Et en parlant ainsi, madame de Créhange priait si bien, avec le regard et la voix, qu’elle était irrésistible. Elle continua. — L’amour, n’est-ce pas ?

— Oui, répondit le jeune homme d’une voix altérée. Oh ! ma mère ! ma mère ! ajouta-t-il avec des sanglots, ayez pitié de moi ! si vous saviez comme je souffre !

Raoul semblait près de succomber à son émotion, ses yeux secs le brûlaient. Mais enfin, il put pleurer ; il baissa la tête et versa des torrents de larmes. Quand il revint à lui, il appuya son front dans ses deux mains, et s’écria au milieu de ses sanglots :

— Sylvanie ! Sylvanie !

Madame de Créhange prit la tête de Raoul dans ses mains, et à plusieurs reprises lui baisa le front avec une terreur folle.

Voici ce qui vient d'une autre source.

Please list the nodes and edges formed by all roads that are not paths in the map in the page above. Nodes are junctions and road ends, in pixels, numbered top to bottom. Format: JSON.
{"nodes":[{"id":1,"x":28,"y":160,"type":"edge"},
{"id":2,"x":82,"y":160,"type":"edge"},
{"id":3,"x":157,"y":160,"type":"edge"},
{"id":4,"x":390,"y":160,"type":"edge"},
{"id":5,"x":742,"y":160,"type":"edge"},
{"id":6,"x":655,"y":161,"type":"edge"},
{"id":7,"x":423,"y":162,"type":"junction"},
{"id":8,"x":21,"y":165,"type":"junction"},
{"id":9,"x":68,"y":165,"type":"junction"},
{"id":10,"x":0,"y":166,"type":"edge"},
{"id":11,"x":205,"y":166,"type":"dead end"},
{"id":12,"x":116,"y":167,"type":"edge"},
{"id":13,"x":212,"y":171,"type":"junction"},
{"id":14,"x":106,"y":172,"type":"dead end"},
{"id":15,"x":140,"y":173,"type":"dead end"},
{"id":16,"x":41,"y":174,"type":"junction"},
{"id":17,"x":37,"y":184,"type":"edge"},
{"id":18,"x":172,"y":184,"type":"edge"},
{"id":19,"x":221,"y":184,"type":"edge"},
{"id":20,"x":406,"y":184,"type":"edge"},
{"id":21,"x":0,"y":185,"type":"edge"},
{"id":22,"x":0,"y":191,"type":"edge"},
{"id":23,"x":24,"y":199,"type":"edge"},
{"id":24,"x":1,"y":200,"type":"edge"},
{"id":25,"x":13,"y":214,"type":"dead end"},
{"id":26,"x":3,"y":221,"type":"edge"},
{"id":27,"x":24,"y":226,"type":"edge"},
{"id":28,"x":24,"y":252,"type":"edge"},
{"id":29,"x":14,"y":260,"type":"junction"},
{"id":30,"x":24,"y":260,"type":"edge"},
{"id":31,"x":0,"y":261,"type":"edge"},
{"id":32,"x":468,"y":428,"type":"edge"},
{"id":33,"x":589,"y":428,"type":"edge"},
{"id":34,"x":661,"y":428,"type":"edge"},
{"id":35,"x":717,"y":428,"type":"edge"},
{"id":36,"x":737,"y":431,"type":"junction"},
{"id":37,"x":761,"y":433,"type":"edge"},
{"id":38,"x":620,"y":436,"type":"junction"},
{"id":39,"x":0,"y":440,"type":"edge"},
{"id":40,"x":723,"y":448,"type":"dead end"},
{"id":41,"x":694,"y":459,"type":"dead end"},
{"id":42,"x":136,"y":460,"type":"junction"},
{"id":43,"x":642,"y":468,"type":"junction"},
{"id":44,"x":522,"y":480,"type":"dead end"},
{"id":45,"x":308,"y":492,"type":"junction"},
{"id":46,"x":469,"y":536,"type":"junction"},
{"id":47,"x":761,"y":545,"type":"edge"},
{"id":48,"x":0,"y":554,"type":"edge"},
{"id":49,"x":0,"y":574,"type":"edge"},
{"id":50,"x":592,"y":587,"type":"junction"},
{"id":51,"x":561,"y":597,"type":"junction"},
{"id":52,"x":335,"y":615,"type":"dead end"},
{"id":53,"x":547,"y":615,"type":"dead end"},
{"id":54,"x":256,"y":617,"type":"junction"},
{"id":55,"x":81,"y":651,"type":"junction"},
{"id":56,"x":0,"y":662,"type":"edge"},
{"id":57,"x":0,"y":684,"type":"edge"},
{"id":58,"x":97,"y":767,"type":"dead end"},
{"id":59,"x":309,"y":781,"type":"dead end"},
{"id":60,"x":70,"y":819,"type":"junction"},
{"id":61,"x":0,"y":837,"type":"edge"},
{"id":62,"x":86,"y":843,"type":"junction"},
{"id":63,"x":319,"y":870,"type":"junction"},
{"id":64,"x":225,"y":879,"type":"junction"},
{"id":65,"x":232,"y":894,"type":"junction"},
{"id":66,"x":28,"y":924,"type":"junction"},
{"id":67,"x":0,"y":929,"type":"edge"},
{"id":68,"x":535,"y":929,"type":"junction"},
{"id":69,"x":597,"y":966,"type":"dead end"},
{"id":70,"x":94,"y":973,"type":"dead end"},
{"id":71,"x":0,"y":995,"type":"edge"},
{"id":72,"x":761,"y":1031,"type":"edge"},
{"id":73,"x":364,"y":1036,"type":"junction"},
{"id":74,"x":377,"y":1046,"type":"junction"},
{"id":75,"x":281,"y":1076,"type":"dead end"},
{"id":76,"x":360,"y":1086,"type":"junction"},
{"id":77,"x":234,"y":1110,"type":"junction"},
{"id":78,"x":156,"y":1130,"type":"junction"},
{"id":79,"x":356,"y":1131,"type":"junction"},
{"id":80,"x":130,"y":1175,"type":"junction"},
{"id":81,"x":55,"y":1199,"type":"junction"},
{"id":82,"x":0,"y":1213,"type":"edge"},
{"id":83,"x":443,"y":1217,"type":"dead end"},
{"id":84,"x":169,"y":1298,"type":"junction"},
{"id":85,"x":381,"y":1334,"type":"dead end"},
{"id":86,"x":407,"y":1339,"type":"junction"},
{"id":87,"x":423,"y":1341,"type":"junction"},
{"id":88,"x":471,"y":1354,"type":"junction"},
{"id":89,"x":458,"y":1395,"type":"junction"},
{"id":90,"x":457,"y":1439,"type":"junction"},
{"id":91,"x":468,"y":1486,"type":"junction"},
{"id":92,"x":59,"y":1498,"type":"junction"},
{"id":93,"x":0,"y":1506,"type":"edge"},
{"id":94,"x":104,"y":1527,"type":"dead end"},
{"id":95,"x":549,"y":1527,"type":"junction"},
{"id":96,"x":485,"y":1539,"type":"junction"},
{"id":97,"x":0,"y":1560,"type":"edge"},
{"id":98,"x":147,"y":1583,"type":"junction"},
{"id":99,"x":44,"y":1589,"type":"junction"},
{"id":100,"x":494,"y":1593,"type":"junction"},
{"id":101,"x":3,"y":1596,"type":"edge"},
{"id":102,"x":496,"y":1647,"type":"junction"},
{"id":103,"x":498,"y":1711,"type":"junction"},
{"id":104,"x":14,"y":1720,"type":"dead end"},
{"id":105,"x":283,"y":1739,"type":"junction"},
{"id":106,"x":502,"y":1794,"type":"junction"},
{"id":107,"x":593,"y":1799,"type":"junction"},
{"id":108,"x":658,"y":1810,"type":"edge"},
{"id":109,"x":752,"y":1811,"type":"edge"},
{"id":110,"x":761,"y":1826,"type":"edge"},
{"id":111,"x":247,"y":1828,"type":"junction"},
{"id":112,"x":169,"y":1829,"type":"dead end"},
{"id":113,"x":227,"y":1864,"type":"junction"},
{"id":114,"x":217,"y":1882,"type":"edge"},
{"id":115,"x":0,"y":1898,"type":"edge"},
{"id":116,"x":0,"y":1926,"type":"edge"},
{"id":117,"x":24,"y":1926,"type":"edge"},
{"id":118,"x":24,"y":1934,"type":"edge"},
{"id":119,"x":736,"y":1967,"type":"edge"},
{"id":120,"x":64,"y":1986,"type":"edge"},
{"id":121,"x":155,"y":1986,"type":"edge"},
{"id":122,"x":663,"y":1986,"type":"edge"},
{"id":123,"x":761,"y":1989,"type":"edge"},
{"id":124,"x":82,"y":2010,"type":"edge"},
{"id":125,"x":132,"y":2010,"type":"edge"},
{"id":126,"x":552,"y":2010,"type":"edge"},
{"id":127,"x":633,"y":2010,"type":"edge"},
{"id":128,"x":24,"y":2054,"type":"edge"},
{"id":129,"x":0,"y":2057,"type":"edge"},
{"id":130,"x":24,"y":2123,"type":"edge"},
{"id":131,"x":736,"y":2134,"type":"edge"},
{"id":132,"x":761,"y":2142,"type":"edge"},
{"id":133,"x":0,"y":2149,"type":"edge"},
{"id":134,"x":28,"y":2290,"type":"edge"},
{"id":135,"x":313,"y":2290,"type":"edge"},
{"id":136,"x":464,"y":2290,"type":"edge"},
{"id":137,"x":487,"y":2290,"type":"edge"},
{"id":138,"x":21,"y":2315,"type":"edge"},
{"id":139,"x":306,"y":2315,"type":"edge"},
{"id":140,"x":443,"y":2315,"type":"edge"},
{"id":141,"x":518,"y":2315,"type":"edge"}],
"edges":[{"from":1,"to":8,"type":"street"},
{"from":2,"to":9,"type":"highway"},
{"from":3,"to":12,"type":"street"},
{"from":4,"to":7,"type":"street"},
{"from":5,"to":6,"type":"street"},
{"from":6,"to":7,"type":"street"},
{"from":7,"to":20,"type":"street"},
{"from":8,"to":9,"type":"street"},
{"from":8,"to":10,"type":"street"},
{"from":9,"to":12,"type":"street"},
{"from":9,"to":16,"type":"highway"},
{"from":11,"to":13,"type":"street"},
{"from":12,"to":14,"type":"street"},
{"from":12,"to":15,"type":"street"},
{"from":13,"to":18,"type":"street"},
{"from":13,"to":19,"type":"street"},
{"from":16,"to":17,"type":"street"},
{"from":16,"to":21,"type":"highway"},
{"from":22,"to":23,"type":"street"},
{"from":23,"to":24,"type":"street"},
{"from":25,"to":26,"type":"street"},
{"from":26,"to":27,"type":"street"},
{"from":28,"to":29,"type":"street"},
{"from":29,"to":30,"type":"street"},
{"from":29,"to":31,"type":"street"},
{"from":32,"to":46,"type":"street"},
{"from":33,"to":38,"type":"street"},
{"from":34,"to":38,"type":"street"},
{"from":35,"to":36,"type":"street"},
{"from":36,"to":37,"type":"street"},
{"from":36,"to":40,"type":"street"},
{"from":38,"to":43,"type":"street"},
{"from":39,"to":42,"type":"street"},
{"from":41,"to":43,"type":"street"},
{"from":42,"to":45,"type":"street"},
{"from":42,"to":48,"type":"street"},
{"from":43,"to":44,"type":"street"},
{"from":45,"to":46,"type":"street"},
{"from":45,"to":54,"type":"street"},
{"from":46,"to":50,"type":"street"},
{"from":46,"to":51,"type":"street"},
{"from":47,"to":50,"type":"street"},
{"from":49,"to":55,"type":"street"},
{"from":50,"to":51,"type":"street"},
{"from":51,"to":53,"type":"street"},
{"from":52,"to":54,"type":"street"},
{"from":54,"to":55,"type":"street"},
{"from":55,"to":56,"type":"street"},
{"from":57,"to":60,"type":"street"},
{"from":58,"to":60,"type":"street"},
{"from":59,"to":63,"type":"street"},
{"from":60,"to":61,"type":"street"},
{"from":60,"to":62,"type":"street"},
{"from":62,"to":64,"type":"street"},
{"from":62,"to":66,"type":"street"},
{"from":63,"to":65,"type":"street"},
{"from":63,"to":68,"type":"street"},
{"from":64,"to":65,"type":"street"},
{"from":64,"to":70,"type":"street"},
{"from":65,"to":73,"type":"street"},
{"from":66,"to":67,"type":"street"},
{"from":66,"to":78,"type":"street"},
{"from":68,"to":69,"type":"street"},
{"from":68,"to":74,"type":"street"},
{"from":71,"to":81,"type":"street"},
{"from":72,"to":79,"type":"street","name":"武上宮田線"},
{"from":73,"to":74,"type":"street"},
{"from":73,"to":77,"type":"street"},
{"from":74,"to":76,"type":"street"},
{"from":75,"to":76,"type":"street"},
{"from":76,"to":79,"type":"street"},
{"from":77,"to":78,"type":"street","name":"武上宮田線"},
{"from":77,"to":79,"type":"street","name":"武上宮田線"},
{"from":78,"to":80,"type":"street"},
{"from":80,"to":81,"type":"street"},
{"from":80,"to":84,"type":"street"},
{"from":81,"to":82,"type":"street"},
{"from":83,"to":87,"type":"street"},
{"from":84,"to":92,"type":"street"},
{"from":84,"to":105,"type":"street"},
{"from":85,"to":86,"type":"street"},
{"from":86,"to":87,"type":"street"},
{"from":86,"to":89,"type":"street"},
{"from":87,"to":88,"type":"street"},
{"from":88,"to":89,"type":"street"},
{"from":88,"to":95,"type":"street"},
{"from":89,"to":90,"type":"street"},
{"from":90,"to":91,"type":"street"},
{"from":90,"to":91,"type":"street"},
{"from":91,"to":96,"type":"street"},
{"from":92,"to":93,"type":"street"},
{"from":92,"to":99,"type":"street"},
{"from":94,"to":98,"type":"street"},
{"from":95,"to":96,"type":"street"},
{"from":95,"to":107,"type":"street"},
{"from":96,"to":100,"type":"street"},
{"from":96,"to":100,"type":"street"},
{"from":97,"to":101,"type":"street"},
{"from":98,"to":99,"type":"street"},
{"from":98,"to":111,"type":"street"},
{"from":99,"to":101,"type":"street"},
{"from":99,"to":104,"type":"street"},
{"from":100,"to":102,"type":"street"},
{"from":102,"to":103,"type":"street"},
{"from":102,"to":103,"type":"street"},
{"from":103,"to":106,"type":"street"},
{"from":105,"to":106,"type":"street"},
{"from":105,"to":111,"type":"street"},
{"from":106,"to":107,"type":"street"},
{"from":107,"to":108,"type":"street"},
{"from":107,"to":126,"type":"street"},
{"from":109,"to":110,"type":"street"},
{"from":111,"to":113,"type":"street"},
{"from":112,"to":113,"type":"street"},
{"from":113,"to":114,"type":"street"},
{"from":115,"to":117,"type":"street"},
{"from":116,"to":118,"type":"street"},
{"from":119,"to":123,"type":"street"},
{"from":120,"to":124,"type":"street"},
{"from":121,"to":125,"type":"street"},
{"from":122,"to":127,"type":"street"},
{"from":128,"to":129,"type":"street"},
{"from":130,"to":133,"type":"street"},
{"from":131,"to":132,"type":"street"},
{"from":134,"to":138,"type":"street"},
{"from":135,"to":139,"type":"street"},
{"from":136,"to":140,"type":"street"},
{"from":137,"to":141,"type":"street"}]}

— Malheureux enfant ! s’écria-t-elle. Madame de Lillers ? Ah ! mieux vaudrait une courtisane ! elle n’a pas de cœur !

Madame de Créhange n’osait rien dire pour consoler Raoul ; elle voulut du moins pleurer avec son fils. Elle pleurait et leurs larmes se mêlaient dans le silence.

On frappa à la porte. C’était Julien de Chantenay, le meilleur ami de Raoul de Créhange et de sa mère. Raoul essuya ses larmes et s’enfuit précipitamment.

— Julien, Julien, dit madame de Créhange, voyez mon pauvre enfant ; oh ! comme il est malheureux ! il aime…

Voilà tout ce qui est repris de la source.